Healthy women are key contributors to a nation’s economy. But a 2011 United Nations Development Programme’s Human Development Report found India languishing at number 132 out of 187 countries in gender inequality.
This means that women are getting the short end of the stick in every aspect of their lives, including healthcare. For example, 51% of Indian women of reproductive age (between 15 to 49 years) were found to be anaemic, according to Global Nutrition Report 2017.
“Women’s health and fitness are important indicators of a family and nation’s wellbeing,” says Dr M. Radhika, chief dietician at Yashoda Hospital in Secunderabad.
Sedentary lifestyles and a poor diet can cause a host of health conditions, including an increased risk of developing Type 2 diabetes, dyslipidemia, colon cancer, hypertension, cardiovascular diseases and depression. “Inactive women are more prone to obesity, diabetes and hypertension, which can lead to coronary artery diseases even before a woman hits menopause. Anaemia can also hinder physical endurance and fitness,” she adds.
Meanwhile, fitness helps combat diseases, improves insulin sensitivity and helps in weight management. It also increases energy levels, improves circulation, boosts muscular endurance, strength and the flexibility of joints. “It also slows down the aging process and cognitive disorders,” she adds.
Amazing women of Hyderabad
While most reports are bleak, the majority of the urban population in Hyderabad is managing to do “amazingly well with health and fitness”, according to dietician Aswini Sagar of Ahaarveda in Kompally.
The number of health centres, fitness and wellness institutes as well as awareness is at an all-time high — companies are building gyms and conducting health camps; experienced trainers and nutritionists are increasing; and more women are actively participating in runs and marathons. “However, a minor segment of women is still not able to keep up with basic health needs. This could be due to lack of awareness, lack of financial support, etc. Spreading awareness is key. Campaigns should be held by the government, hospitals and wellness institutions. Different communities could also come together to plan such events,” she suggests.
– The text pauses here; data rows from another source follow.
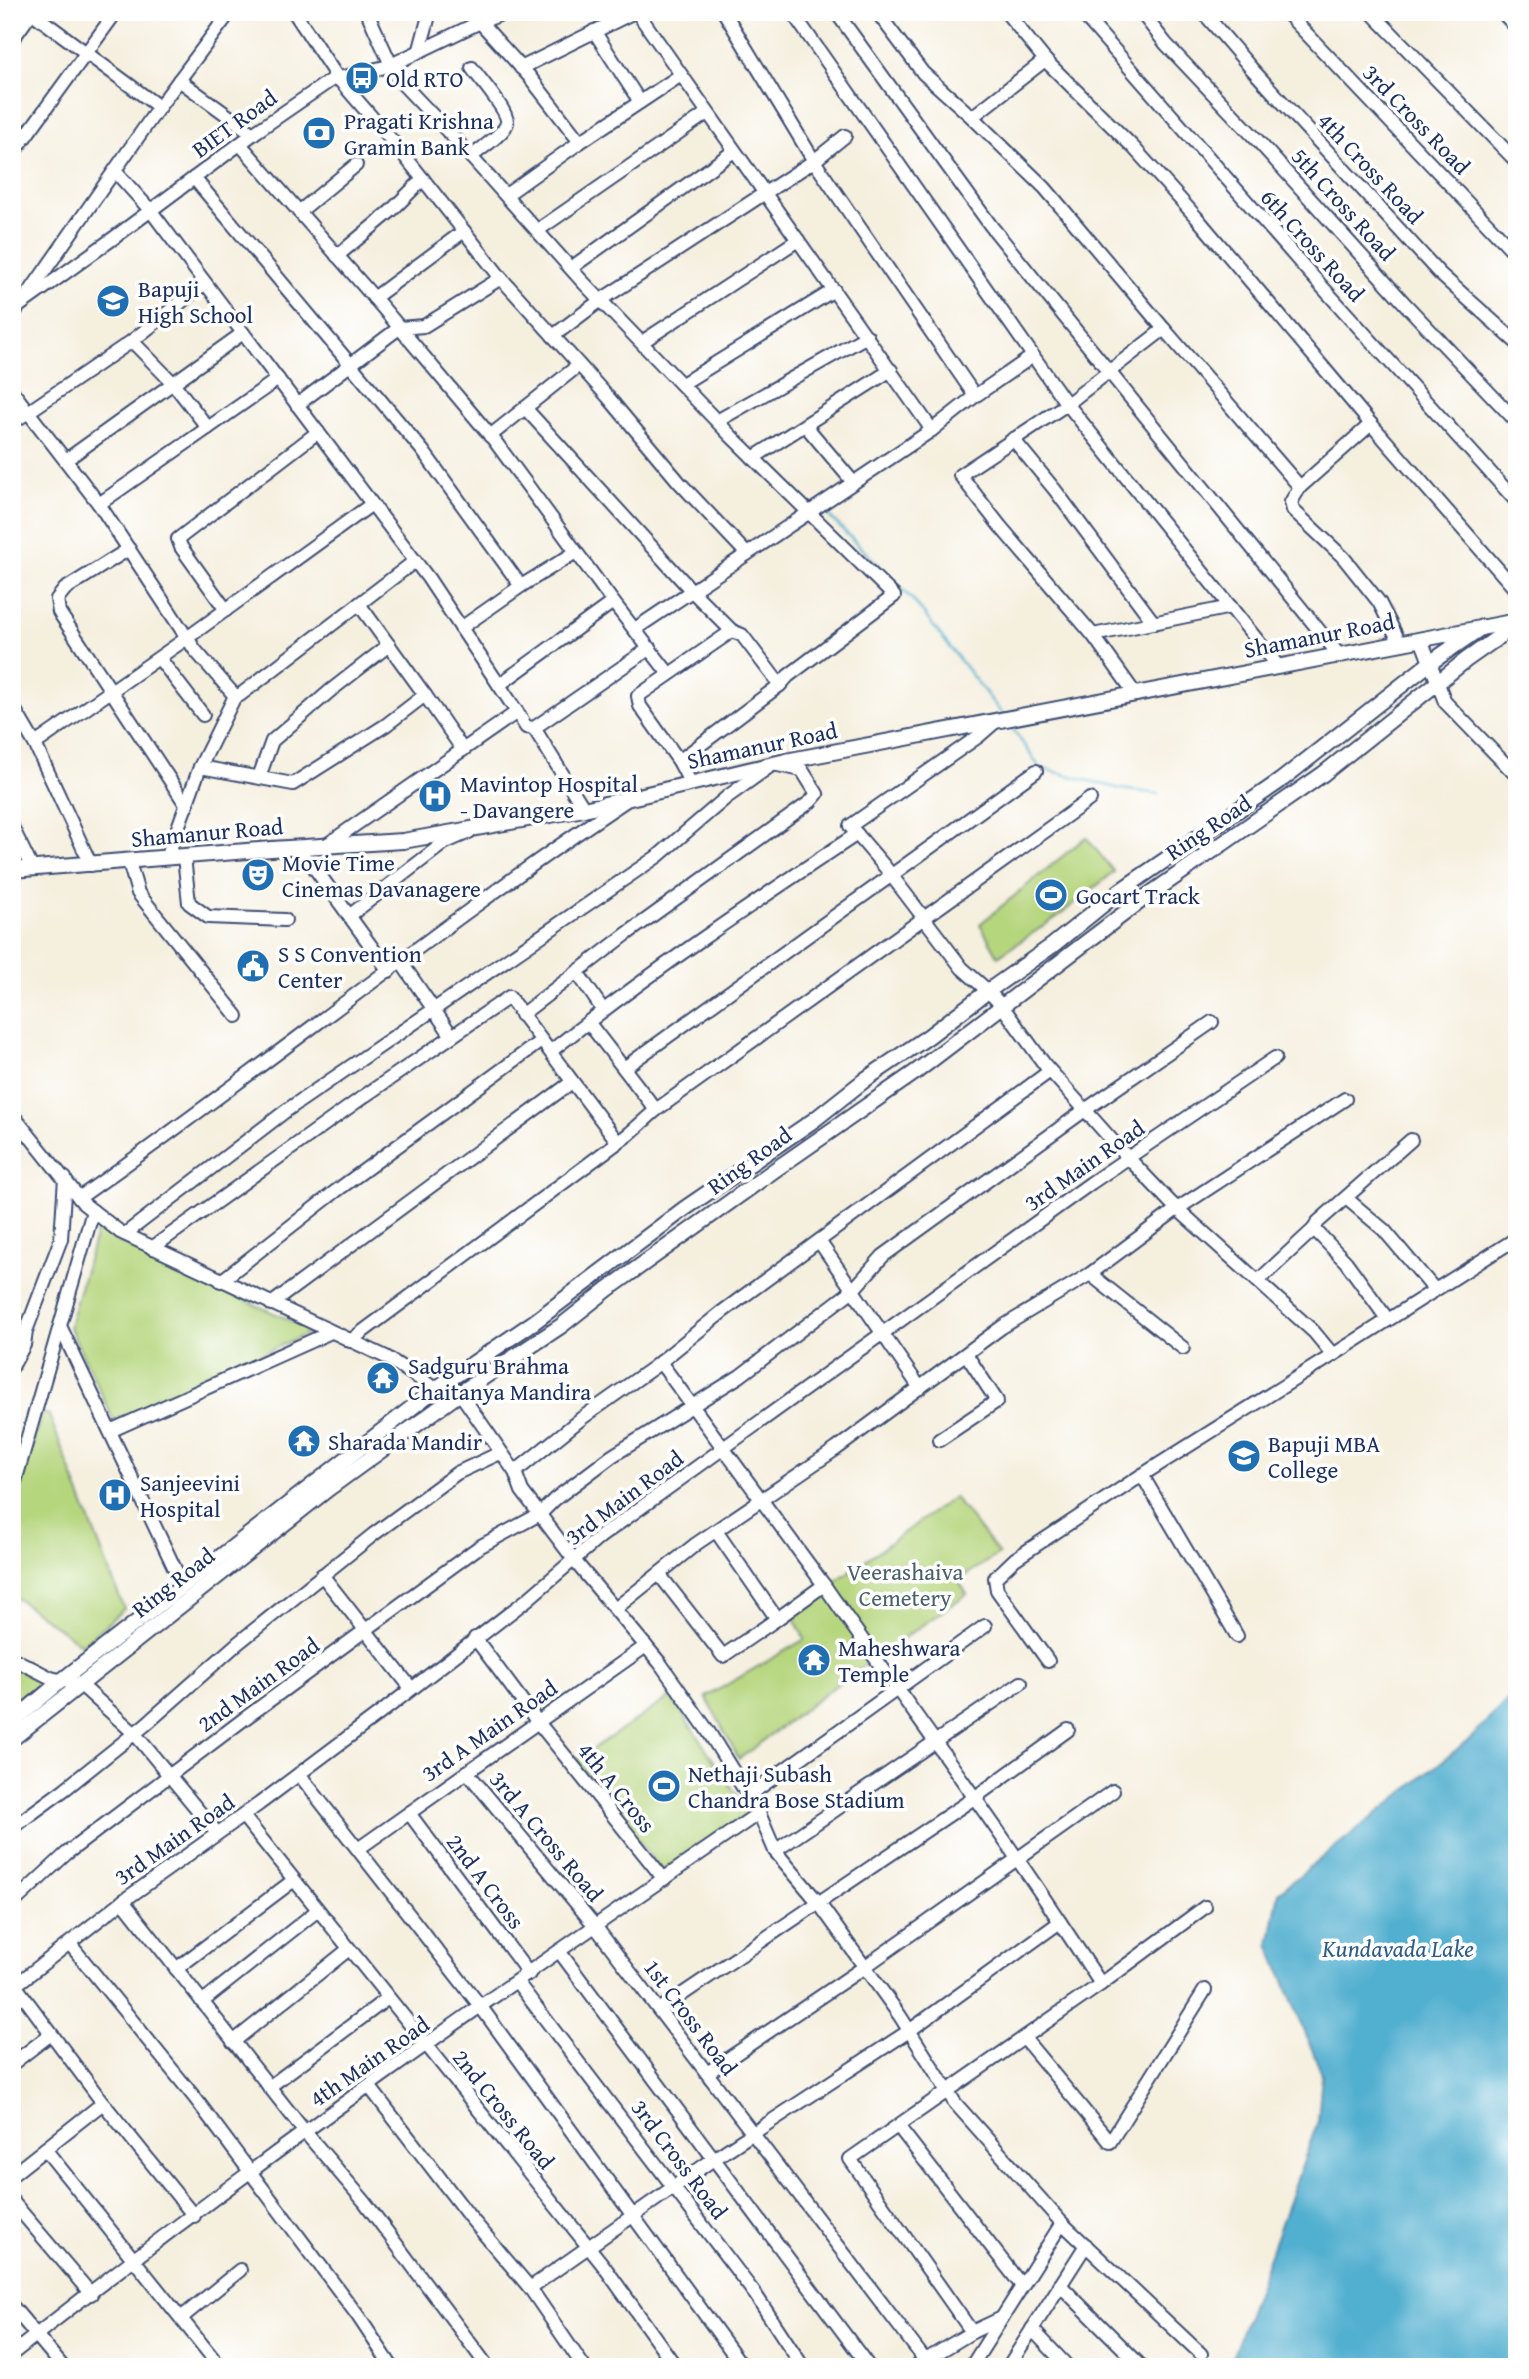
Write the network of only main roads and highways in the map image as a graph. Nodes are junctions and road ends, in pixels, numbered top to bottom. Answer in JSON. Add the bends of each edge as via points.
{"nodes":[{"id":1,"x":1515,"y":625,"type":"edge"},
{"id":2,"x":1482,"y":627,"type":"junction"},
{"id":3,"x":1461,"y":642,"type":"junction"},
{"id":4,"x":12,"y":870,"type":"edge"},
{"id":5,"x":12,"y":1722,"type":"edge"},
{"id":6,"x":12,"y":1739,"type":"edge"}],
"edges":[{"from":1,"to":2,"type":"main road","name":"Shamanur Road"},
{"from":1,"to":3,"type":"main road"},
{"from":1,"to":6,"type":"main road","name":"Ring Road","via":[[1323,774],[1162,886],[917,1072],[328,1489]]},
{"from":2,"to":3,"type":"main road","name":"Ring Road"},
{"from":2,"to":4,"type":"main road","name":"Shamanur Road","via":[[774,764],[584,810],[402,841]]},
{"from":3,"to":5,"type":"main road","name":"Ring Road","via":[[1280,781],[1120,891],[814,1120],[437,1388]]}]}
“The emphasis should be on hygiene and sanitation, healthy eating, healthy living, regular health check-ups, physical activity and nutrition supplements such as calcium, iron, folic acid and vitamins,” she adds.
Stress and mental health
A study reported in WHO last year, conducted for the National Care of Medical Health, stated that India is the most depressed country in the world with at least 6.5 per cent of the Indian population suffering from some form of a serious mental disorder, with no discernible rural-urban differences. It is estimated that the economic loss due to mental health conditions between 2012-2030 will be $1.03 trillion dollars.
Dr Radhika explains how exercise can boost better mental health. “Exercise releases happy hormones such as dopamine, serotonin and oxytocin. It keeps the body in good shape and boosts confidence. Being physically active also reduces risk factors and helps a person connect with their community. Exercise also improves sleep, relieves stress, anxiety, depression and reduces fatigue,” she explains.
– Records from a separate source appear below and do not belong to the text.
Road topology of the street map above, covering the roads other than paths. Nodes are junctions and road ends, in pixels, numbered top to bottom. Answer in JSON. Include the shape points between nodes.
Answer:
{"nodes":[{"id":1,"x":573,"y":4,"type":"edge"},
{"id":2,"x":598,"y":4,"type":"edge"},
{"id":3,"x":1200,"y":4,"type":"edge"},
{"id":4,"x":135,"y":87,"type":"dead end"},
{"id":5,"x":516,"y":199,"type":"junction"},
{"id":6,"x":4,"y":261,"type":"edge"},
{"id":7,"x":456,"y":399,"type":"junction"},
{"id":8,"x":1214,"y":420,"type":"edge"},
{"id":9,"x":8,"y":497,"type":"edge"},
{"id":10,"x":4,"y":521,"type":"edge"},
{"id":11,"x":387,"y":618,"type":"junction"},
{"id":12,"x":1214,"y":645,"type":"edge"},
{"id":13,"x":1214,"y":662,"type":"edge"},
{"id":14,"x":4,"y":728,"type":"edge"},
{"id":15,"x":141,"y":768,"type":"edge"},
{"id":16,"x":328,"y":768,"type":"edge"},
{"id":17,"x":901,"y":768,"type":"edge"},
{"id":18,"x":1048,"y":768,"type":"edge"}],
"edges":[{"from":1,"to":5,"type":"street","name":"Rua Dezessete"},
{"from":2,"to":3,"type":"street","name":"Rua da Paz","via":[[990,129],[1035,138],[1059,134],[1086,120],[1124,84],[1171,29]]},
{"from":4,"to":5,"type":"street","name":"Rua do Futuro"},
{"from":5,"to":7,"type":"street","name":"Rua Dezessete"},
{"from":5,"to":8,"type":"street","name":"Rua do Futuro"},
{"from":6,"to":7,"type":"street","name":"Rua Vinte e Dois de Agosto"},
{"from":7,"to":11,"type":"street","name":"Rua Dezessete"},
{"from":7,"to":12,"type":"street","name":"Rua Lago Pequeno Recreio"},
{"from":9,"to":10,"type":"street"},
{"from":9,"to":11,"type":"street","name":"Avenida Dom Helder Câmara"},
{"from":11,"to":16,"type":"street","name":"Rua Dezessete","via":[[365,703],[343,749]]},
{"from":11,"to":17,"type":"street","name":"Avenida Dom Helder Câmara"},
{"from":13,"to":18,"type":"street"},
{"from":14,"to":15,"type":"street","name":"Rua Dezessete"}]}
Aswini Sagar agrees that good physical health helps mental health.
“Stress is inevitable. There is a lot of pressure on women on the work and domestic front. So, staying healthy is of utmost priority. Only when you are well can you take care of others,” she says.
Making health fun
Zumba, Pilates, kick boxing, yoga, spinning, swimming and marathons — the list of activities is endless, which can make looking after one’s health fun and entertaining.
Chief Technical Officer in an IT firm, Zafar Ali, says “But there are still so many misconceptions. My mother for example, confuses household chores as being as effective as working out.
Others think walking 10,000 steps is as beneficial. But being in a state of burning fat after a workout cannot be achieved by washing utensils. If that was the case, then every homemaker would sport a six pack,” he points out.